Your goal:
From the entries below, please gather each line containing the string "where".

Records for this exercise:
* * * *

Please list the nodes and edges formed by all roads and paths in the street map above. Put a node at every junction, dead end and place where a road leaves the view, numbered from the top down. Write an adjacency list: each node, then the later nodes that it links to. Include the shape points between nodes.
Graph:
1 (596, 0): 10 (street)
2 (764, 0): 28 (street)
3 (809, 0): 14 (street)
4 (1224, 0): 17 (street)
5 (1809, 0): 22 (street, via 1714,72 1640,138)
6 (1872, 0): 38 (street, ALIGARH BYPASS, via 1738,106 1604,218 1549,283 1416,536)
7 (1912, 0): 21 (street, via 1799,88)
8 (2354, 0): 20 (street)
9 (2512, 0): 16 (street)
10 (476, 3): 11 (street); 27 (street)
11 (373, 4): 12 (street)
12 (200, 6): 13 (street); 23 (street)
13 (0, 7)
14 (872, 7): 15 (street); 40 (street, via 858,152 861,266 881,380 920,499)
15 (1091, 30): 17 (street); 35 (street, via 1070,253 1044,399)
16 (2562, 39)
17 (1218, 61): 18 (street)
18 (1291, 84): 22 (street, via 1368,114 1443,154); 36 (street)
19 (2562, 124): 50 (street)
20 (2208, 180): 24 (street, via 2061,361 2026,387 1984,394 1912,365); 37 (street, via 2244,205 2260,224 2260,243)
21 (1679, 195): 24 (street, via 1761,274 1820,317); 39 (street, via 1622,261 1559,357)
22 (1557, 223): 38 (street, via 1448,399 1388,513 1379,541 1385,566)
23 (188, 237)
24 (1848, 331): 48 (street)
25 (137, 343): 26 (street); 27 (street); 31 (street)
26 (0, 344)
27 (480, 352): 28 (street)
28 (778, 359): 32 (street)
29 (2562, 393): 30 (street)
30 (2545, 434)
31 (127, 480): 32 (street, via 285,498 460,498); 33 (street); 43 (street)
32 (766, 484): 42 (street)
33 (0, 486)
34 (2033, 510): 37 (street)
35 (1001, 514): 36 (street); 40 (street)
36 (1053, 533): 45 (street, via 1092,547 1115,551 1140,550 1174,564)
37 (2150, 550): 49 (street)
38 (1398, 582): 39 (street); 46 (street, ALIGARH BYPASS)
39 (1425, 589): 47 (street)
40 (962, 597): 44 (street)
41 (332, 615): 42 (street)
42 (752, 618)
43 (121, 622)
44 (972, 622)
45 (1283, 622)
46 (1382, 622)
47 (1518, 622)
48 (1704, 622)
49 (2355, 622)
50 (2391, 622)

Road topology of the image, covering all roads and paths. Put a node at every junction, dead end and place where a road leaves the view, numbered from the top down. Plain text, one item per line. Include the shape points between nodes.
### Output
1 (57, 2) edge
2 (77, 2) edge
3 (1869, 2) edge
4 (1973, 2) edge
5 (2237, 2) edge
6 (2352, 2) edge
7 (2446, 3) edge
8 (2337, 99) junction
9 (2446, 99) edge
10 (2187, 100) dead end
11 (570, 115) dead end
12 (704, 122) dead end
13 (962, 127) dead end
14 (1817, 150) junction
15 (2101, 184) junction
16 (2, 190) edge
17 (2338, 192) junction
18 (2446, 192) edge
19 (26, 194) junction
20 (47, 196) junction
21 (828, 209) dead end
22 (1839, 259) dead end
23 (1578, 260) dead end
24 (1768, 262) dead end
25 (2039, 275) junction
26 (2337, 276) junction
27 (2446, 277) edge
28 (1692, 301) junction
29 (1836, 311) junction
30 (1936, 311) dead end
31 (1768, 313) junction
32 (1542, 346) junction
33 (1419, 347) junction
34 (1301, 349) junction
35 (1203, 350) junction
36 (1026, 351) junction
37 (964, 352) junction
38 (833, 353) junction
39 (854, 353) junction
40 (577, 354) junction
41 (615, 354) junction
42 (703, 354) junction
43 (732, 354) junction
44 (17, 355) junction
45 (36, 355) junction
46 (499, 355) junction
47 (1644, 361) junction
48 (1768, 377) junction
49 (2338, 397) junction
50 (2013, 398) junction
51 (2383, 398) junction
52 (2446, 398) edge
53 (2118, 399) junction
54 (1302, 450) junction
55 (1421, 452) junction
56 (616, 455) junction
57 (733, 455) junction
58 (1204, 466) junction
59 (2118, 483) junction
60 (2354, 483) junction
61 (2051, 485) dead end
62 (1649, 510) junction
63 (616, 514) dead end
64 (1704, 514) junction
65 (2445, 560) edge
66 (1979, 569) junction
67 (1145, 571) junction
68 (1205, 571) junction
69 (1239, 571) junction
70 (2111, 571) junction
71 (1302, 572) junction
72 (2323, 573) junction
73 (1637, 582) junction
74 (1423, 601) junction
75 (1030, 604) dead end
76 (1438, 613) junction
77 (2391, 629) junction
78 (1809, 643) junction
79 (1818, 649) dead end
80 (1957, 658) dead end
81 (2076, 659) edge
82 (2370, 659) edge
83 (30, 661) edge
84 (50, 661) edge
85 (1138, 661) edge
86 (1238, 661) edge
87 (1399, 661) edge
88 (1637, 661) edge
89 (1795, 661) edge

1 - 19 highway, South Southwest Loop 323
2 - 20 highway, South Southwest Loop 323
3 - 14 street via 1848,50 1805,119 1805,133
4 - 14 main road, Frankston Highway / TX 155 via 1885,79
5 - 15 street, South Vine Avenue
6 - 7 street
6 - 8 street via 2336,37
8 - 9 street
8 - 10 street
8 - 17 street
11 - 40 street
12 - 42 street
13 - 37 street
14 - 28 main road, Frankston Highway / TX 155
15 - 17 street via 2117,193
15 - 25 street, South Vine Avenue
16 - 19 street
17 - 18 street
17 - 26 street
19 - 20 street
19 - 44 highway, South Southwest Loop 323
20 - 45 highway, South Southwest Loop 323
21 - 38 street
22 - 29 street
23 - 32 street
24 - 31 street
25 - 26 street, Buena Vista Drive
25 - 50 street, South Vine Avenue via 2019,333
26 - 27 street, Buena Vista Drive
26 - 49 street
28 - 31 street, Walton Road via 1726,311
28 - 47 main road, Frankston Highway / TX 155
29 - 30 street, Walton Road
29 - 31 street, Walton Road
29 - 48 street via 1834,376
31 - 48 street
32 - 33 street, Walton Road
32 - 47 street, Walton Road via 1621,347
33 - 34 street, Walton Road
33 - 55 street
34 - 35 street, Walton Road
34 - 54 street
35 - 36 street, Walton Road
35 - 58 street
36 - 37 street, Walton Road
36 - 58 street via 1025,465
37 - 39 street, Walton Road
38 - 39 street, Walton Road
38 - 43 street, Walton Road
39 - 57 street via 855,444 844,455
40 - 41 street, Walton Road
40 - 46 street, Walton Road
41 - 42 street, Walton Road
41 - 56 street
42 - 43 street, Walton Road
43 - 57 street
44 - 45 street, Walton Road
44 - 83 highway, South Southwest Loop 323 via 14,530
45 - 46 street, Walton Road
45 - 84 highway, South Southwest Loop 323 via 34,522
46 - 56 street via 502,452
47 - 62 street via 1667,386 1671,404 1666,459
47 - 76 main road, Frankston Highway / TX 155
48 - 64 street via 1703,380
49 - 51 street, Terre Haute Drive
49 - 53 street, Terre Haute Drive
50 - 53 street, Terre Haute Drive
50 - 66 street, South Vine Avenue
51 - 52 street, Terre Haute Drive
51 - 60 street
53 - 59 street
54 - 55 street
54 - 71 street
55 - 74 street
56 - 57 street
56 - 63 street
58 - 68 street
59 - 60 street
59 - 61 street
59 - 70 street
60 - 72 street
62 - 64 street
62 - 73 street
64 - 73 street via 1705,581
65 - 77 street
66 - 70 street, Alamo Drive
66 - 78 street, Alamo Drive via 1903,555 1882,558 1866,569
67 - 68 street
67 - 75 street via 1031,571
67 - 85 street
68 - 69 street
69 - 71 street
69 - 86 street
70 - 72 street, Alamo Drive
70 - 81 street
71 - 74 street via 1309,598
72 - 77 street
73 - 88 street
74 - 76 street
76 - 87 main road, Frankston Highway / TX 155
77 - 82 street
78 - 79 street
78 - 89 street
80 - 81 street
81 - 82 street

* * * *

Task answer:
Please list the nodes and edges formed by all roads and paths in the street map above. Put a node at every junction, dead end and place where a road leaves the view, numbered from the top down. Write an adjacency list: each node, then the later nodes that it links to. Include the shape points between nodes.
Road topology of the image, covering all roads and paths. Put a node at every junction, dead end and place where a road leaves the view, numbered from the top down. Plain text, one item per line. Include the shape points between nodes.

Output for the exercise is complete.